--- Required work ---
Your task is to repeat the lines below exactly, excluding any pictures they contain.
[[ Records shown, beginning ]]
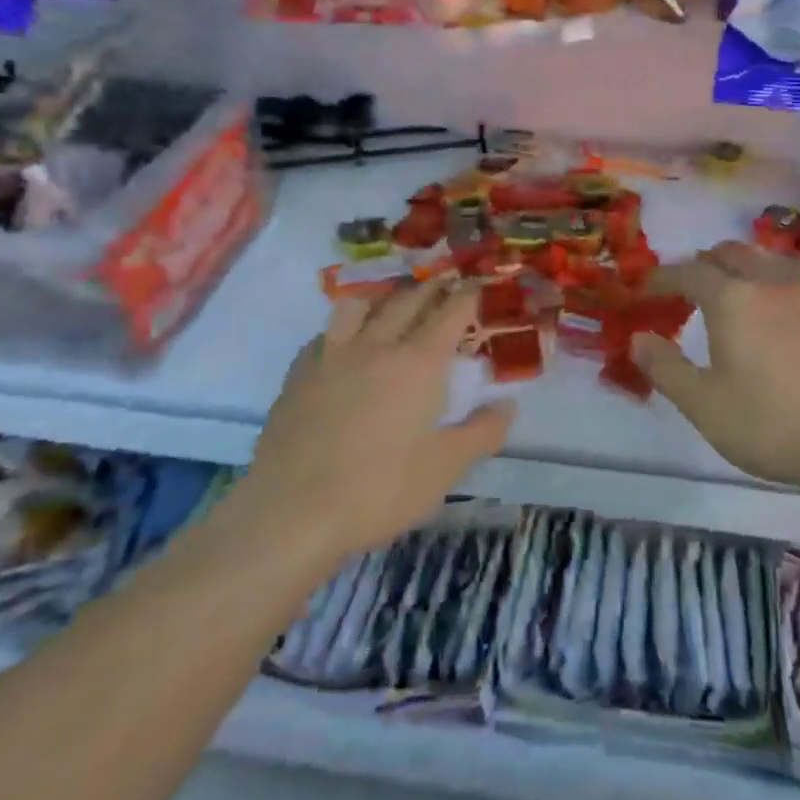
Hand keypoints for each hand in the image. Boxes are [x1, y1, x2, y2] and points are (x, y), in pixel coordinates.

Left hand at [246, 277, 513, 559]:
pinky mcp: (299, 373)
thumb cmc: (379, 490)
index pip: (450, 313)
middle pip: (408, 300)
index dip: (467, 295)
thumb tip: (508, 405)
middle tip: (445, 286)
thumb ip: (482, 432)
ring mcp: (333, 355)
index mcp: (418, 363)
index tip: (476, 285)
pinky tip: (345, 344)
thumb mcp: (444, 469)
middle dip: (432, 289)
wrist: (292, 513)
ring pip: (360, 305)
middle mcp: (377, 345)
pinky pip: (326, 333)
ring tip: (394, 304)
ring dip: (385, 298)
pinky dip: (344, 328)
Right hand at [632, 242, 799, 496]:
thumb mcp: (703, 404)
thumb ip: (665, 368)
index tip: (644, 288)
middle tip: (687, 286)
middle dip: (704, 262)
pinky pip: (791, 286)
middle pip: (732, 253)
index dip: (662, 277)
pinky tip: (772, 321)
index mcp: (732, 299)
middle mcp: (769, 286)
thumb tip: (638, 338)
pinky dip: (769, 288)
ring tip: (729, 293)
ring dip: (741, 267)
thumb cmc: (771, 422)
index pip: (688, 272)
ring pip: (766, 263)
[[ Records shown, end ]]
--- Exercise output ---
Hand keypoints for each hand in the image. Boxes are [x1, y1, x2, y2] and points are (x, y), in pixel coordinates.

Left hand at [246, 277, 513, 559]:
pinky mcp: (299, 373)
thumb cmc: (379, 490)
index pip: (450, 313)
middle pip: (408, 300)
index dip: (467, 295)
thumb tip: (508, 405)
middle tip: (445, 286)
thumb ip: (482, 432)
ring mcp: (333, 355)
index mcp: (418, 363)
index tip: (476, 285)
pinky tip: (345, 344)
thumb mcp: (444, 469)
middle dip: (432, 289)
wrist: (292, 513)
ring pip: (360, 305)
middle mcp: (377, 345)
pinky pip: (326, 333)
ring tip: (394, 304)
ring dip: (385, 298)
pinky dip: (344, 328)
Right hand at [632, 242, 799, 496]:
thumb mcp: (703, 404)
thumb ip: (665, 368)
index tip: (644, 288)
middle tip: (687, 286)
middle dip: (704, 262)
pinky pip: (791, 286)
middle pip: (732, 253)
index dip: (662, 277)
pinky tip: (772, 321)
index mcp: (732, 299)
middle mcp: (769, 286)
thumb tip: (638, 338)
pinky dip: (769, 288)
ring tip: (729, 293)
ring dip: (741, 267)
thumb cmc: (771, 422)
index pip: (688, 272)
ring pip: (766, 263)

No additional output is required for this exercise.